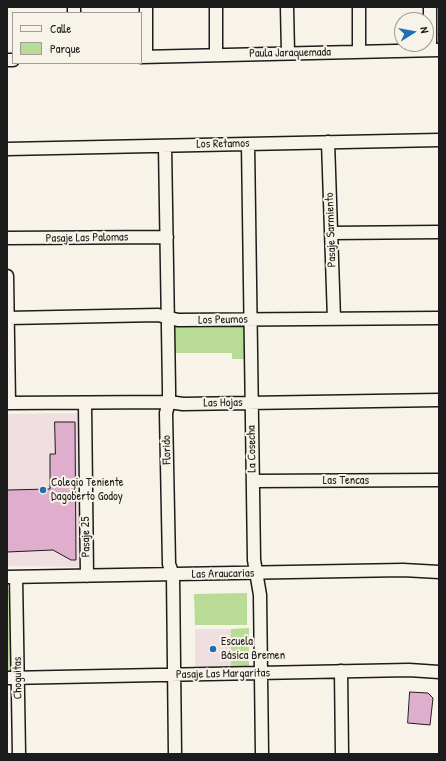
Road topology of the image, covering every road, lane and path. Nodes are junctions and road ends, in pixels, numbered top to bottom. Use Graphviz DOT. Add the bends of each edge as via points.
graph roads {
  1 [pos="146,7"];
  2 [pos="216,7"];
  3 [pos="287,7"];
  4 [pos="359,7"];
  5 [pos="394,51"];
  6 [pos="358,52"];
  7 [pos="288,53"];
  8 [pos="216,55"];
  9 [pos="144,57"];
  10 [pos="439,140"];
  11 [pos="328,142"];
  12 [pos="248,144"];
  13 [pos="165,146"];
  14 [pos="7,148"];
  15 [pos="439,232"];
  16 [pos="331,233"];
  17 [pos="167,237"];
  18 [pos="7,238"];
  19 [pos="7,276"];
  20 [pos="8,318"];
  21 [pos="168,318"];
  22 [pos="439,318"];
  23 [pos="250,319"];
  24 [pos="334,319"];
  25 [pos="439,400"];
  26 [pos="169,402"];
  27 [pos="8,403"];
  28 [pos="85,403"];
  29 [pos="251,403"];
  30 [pos="439,480"];
  31 [pos="253,481"];
  32 [pos="439,572"];
  33 [pos="257,573"];
  34 [pos="173,575"];
  35 [pos="87,576"];
  36 [pos="12,577"];
  37 [pos="341,671"];
  38 [pos="439,672"];
  39 [pos="261,673"];
  40 [pos="174,675"];
  41 [pos="12,678"];
  42 [pos="19,754"];
  43 [pos="175,754"];
  44 [pos="262,754"];
  45 [pos="342,754"];
  1 -- 9 [label="street"];
  2 -- 8 [label="street"];
  3 -- 7 [label="street"];
  4 -- 6 [label="street"];
  5 -- 6 [label="street, Paula Jaraquemada"];
  6 -- 7 [label="street, Paula Jaraquemada"];
  7 -- 8 [label="street, Paula Jaraquemada"];
  8 -- 9 [label="street, Paula Jaraquemada"];
  10 -- 11 [label="street, Los Retamos"];
  11 -- 12 [label="street, Los Retamos"];
  11 -- 16 [label="street, Pasaje Sarmiento"];
  12 -- 13 [label="street, Los Retamos"];
  12 -- 23 [label="street, La Cosecha"];
  13 -- 14 [label="street, Los Retamos"];
  13 -- 17 [label="street, Florido"];
  15 -- 16 [label="street"];
  16 -- 24 [label="street, Pasaje Sarmiento"];
  17 -- 18 [label="street, Pasaje Las Palomas"];
  17 -- 21 [label="street, Florido"];
  19 -- 20 [label="street"];
  20 -- 21 [label="street, Los Peumos" via="158,315"];
  20 -- 27 [label="street"];
  21 -- 23 [label="street, Los Peumos"];
  21 -- 26 [label="street, Florido"];
  22 -- 24 [label="street, Los Peumos"];
  23 -- 24 [label="street, Los Peumos"];
  23 -- 29 [label="street, La Cosecha"];
  25 -- 29 [label="street, Las Hojas"];
  26 -- 28 [label="street, Las Hojas"];
  26 -- 29 [label="street, Las Hojas"];
  26 -- 34 [label="street, Florido" via="166,412 169,564"];
  27 -- 28 [label="street, Las Hojas"];
  28 -- 35 [label="street, Pasaje 25"];
  29 -- 31 [label="street, La Cosecha"];
  30 -- 31 [label="street, Las Tencas"];
  31 -- 33 [label="street, La Cosecha" via="254,560"];
  32 -- 33 [label="street, Las Araucarias" via="403,570"];
  33 -- 34 [label="street, Las Araucarias"];
  33 -- 39 [label="street, La Cosecha" via="260,595"];
  34 -- 35 [label="street, Las Araucarias"];
  34 -- 40 [label="street, Florido"];
  35 -- 36 [label="street, Las Araucarias"];
  36 -- 41 [label="street, Choguitas"];
  37 -- 38 [label="street, Pasaje Las Margaritas"];
  37 -- 39 [label="street, Pasaje Las Margaritas"];
  37 -- 45 [label="street"];
  39 -- 40 [label="street, Pasaje Las Margaritas"];
  39 -- 44 [label="street, La Cosecha"];
  40 -- 41 [label="street, Pasaje Las Margaritas"];
  40 -- 43 [label="street, Florido"];
  41 -- 42 [label="street, Choguitas"];
}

++++

Aim of the exercise. How many lines of the data contain "Paula"? Work it out and give only the number.

Result of this exercise. 4